Data Sources

Data sources allow Terraform to use information defined outside of Terraform, defined by another separate Terraform configuration, or modified by functions.

Using Data Sources

data "aws_ami" "example" {
  most_recent = true

  owners = ["self"]
  tags = {
    Name   = "app-server"
    Tested = "true"
  }
}

A data block requests that Terraform read from a given data source (aws_ami) and export the result under the given local name (example). The name is used to refer to this resource from elsewhere in the same Terraform module, but has no significance outside of the scope of a module.

The data source and name together serve as an identifier for a given resource and so must be unique within a module.

Within the block body (between { and }) are query constraints defined by the data source. Most arguments in this section depend on the data source, and indeed in this example most_recent, owners and tags are all arguments defined specifically for the aws_ami data source.

Examples

Using data sources to access external resource attributes

data "aws_s3_bucket" "existing_bucket" {
  bucket = "sumeet.life"
}

I have a bucket named sumeet.life in my AWS account.

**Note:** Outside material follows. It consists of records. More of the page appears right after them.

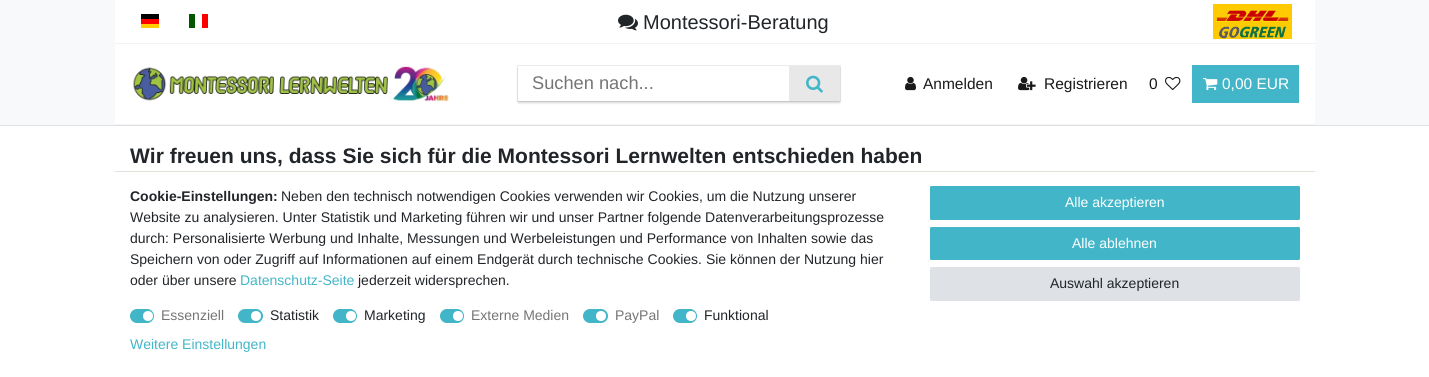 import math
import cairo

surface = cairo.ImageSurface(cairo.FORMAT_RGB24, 1429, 377)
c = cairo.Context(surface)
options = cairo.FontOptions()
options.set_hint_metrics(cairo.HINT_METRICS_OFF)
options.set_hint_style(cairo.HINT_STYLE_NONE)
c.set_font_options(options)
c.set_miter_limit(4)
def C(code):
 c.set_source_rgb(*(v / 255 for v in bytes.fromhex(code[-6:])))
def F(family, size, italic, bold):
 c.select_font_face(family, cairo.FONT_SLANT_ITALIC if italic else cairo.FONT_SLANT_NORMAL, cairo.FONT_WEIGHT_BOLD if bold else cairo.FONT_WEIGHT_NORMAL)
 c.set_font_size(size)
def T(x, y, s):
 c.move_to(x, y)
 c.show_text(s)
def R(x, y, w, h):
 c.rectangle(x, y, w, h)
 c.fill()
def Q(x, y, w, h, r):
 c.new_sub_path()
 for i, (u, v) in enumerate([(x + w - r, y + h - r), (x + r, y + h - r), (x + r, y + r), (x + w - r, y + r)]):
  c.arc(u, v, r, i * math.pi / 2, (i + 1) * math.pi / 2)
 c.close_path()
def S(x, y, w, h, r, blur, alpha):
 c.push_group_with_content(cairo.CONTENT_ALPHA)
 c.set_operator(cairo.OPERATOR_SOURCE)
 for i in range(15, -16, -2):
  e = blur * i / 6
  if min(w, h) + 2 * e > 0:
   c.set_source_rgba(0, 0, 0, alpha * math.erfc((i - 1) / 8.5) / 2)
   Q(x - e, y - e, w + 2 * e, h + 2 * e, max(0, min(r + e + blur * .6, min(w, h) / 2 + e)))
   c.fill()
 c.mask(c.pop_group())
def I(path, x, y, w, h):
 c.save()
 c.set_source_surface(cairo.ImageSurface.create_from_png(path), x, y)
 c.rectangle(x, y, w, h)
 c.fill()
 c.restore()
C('f8f9fa')
c.paint()
C('ffffff')
R(115,0,1200,43)
C('f3f3f3')
R(115,43,1200,1)
C('ffcc00')
R(141,24,18,4)
C('000000')
R(141,14,18,5)
C('ff0000')
R(141,19,18,5)
C('005700')
R(189,14,6,14)
C('fc0000')
R(202,14,6,14)
I('1.png',618,14,20,17)
F('Liberation Sans',20,0,0)
C('212529')
T(643,29,'Montessori-Beratung')
I('2.png',1213,4,79,35)
C('ffffff')
R(115,44,1200,80)
C('f3f3f3')
R(115,124,1200,1)
I('3.png',133,66,316,36)
c.rectangle(517.5,65.5,323,36)
C('ebebeb')
c.set_line_width(1)
c.stroke()
c.save()
c.set_fill_rule(cairo.FILL_RULE_EVEN_ODD)
c.new_path()
c.move_to(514,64)
c.line_to(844,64)
c.line_to(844,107)
c.line_to(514,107)
c.close_path()
c.move_to(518,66)
c.line_to(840,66)
c.line_to(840,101)
c.line_to(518,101)
c.close_path()
c.clip()
C('000000')
S(518,68,322,35,0,1,.16)
c.restore()
F('Liberation Sans',18.25,0,0)
C('757575')
T(532,89,'Suchen nach...')
C('e8e8e8')
R(789,66,51,35)
I('4.png',806,75,17,18)
I('5.png',905,76,11,15)
F('Liberation Sans',15.5,0,0)
C('191919')
T(923,89,'Anmelden')
I('6.png',1018,76,18,15)
T(1044,89,'Registrieren')
T(1149,89,'0')
I('7.png',1165,76,16,15)
C('42b6c8')
R(1192,65,107,38)
I('8.png',1203,78,15,13)
C('ffffff')
T(1222,89,'0,00 EUR')
R(0,126,1429,251)
C('dee2e6')
R(0,125,1429,1)
C('e3e0d9')
R(115,171,1200,1)
F('Liberation Sans',21,0,1)
C('212529')
T(130,163,'Wir freuen uns, dass Sie sich für die Montessori Lernwelten entschieden haben')
F('Liberation Sans',14,0,1)
T(130,201,'Cookie-Einstellungen:')
F('Liberation Sans',14,0,0)
T(281,201,'Neben den technisch notwendigen Cookies verwenden wir Cookies, um die Nutzung unserer')
T(130,222,'Website zu analysieren. Unter Statistik und Marketing führen wir und unser Partner folgende Datenverarbeitungsprozesse')
T(130,243,'durch: Personalisierte Werbung und Inhalte, Messungen und Werbeleistungen und Performance von Inhalten sowie das')
T(130,264,'Speichern von oder Zugriff auf Informationen auf einem Endgerät durch technische Cookies. Sie können der Nutzung hier')
T(130,285,'oder über unsere')
C('42b6c8')
T(240,285,'Datenschutz-Seite')
C('212529')
T(358,285,'jederzeit widersprechen.')
C('42b6c8')
Q(130.5,309.5,23,13,6.5)
c.fill_preserve()
c.stroke()
C('757575')
T(161,320,'Essenziell')
C('ffffff')
c.new_path()
c.arc(148,316,5,0,2 * math.pi)
c.fill()
C('42b6c8')
Q(238.5,309.5,24,13,6.5)
c.fill_preserve()
c.stroke()
C('212529')
T(270,320,'Statistik')
C('ffffff')
c.new_path()
c.arc(256,316,5,0,2 * math.pi)
c.fill()
C('42b6c8')
Q(333.5,309.5,23,13,6.5)
c.fill_preserve()
c.stroke()
C('212529')
T(364,320,'Marketing')
C('ffffff')
c.new_path()
c.arc(351,316,5,0,2 * math.pi)
c.fill()
C('42b6c8')
Q(440.5,309.5,23,13,6.5)
c.fill_preserve()
c.stroke()
C('757575')
T(471,320,'Externe Medien')
C('ffffff')
c.new_path()
c.arc(458,316,5,0,2 * math.pi)
c.fill()
C('42b6c8')
Q(583.5,309.5,24,13,6.5)
c.fill_preserve()
c.stroke()
C('757575')
T(615,320,'PayPal')
C('ffffff')
c.new_path()
c.arc(601,316,5,0,2 * math.pi)
c.fill()
C('42b6c8')
Q(673.5,309.5,23,13,6.5)
c.fill_preserve()
c.stroke()
C('212529')
T(704,320,'Funktional')
C('ffffff')
c.new_path()
c.arc(691,316,5,0,2 * math.pi)
c.fill()
C('42b6c8')
T(130,349,'Weitere Einstellungen')
Q(930.5,186.5,369,33,1)
c.fill_preserve()
c.stroke()
C('ffffff')
T(1065,207,'Alle akzeptieren')
C('42b6c8')
Q(930.5,227.5,369,32,1)
c.fill_preserve()
c.stroke()
C('ffffff')
T(1072,248,'Alle ablehnen')
C('dee2e6')
Q(930.5,267.5,369,33,1)
c.fill_preserve()
c.stroke()
C('212529')
T(1050,288,'Auswahl akzeptieren')
surface.write_to_png('o.png')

When this Terraform configuration with appropriate provider settings is initialized and enabled, Terraform reads the information from AWS and makes it available in the data.aws_s3_bucket.existing_bucket variable.

Managing resource dependencies with data sources

Data sources indirectly help manage resource dependencies. If the data being queried by data sources does not exist, then the resource that is dependent on the same will not be created.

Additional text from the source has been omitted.